Zweitstärkste Kraft in der von der Tageszeitung "La Stampa" veröffentlichten Erhebung, die vom Meinungsforschungsinstitut "Euromedia Research" durchgeführt wurde, ist die Demokratische Partei (PD) mit 21,8 Prozent der Stimmen, gefolgt von der rechte Lega um Ex-Innenminister Matteo Salvini mit 14,6 Prozent.

Fünf Sterne könnten massiv an Zustimmung verlieren

Die linkspopulistische Fünf-Sterne-Bewegung, die vergangene Woche die aktuelle Regierungskrise ausgelöst hatte, ist auf 10,7 Prozent deutlich zurückgefallen. Die Anti-Establishment-Bewegung hatte die Parlamentswahlen im März 2018 gewonnen und ist die derzeit stärkste Einzelpartei im italienischen Parlament, allerdings mittlerweile gespalten.

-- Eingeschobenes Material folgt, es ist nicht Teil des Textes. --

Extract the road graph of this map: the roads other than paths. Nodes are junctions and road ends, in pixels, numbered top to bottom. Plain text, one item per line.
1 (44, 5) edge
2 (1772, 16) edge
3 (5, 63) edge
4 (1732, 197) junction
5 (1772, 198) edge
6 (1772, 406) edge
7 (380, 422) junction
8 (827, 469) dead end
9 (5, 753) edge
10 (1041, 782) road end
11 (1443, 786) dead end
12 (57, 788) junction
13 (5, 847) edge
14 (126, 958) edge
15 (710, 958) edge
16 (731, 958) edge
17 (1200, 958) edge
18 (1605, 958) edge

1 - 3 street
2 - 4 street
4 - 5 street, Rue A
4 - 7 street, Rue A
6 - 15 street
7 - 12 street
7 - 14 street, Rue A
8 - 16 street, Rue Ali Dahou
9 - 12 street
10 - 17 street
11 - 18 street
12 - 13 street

Die rechtskonservative Forza Italia um Ex-Premier Silvio Berlusconi müsste sich laut der Umfrage mit 8,6 Prozent begnügen.

In Italien sind spätestens im Frühjahr 2023 Parlamentswahlen fällig. Sollte die seit Februar 2021 amtierende Regierung um Premier Draghi am Mittwoch stürzen, könnte es allerdings zu vorgezogenen Parlamentswahlen im Herbst kommen, ein Unikum in Italien, da im Land bisher stets im Frühjahr das neue Parlament bestimmt wurde. Als mögliche Wahltermine gelten der 25. September oder der 2. Oktober.

Gespräche laufen, Ausgang ungewiss

Im Hinblick auf den Stichtag Mittwoch, an dem Premier Mario Draghi dem italienischen Parlament über die Regierungskrise berichten wird, hat der Ministerpräsident am Dienstag mehrere politische Gespräche geführt. So traf Draghi Staatschef Sergio Mattarella im Quirinal, dem Präsidentenpalast in Rom. Außerdem sprach er mit dem Vorsitzenden der Sozialdemokraten, Enrico Letta. Draghi feilt an seiner Ansprache vor dem Parlament, in der er über die politische Lage berichten wird.

Auch die Parteien führten Gespräche in Hinblick auf Draghis Rede, der eine Vertrauensabstimmung im Parlament folgen wird. Die Fünf-Sterne-Bewegung, Italiens stärkste Einzelpartei, ringt um eine gemeinsame Linie. Ein Flügel um Parteichef Giuseppe Conte drängt auf einen Austritt aus der Regierungskoalition, was zu Neuwahlen führen könnte.

Ein gemäßigterer Flügel um den Minister für die Beziehungen zum Parlament, Federico D'Incà, bemüht sich dagegen um einen Verbleib der Cinque Stelle in der Koalition. Sollte die Fünf-Sterne-Bewegung aus der Koalition austreten, wären etwa 15 weitere Parlamentarier bereit, die Cinque Stelle zu verlassen, um sich der von Außenminister Luigi Di Maio gegründeten Fraktion Insieme per il futuro (Miteinander für die Zukunft) anzuschließen, die die Regierung Draghi unterstützt. Einige Abgeordnete betonten, dass bis Mittwoch eine gemeinsame Position gefunden werden müsse, um die Meinungsverschiedenheiten der vergangenen Wochen zu überwinden und eine weitere Spaltung der Partei zu vermeiden.

Fünf-Sterne-Chef und Ex-Premier Giuseppe Conte fordert von Draghi Garantien, dass die Regierung politische Prioritäten der Bewegung wie einen gesetzlich festgelegten Mindestlohn und den Erhalt des Grundeinkommens für Menschen unterhalb der Armutsgrenze im kommenden Jahr durchsetzt. Conte verlangt die Umsetzung eines Neun-Punkte-Programms, das die Partei dem Premier bereits vor einigen Wochen vorgelegt hatte, als Bedingung für ihren Verbleib in der Mehrparteienkoalition.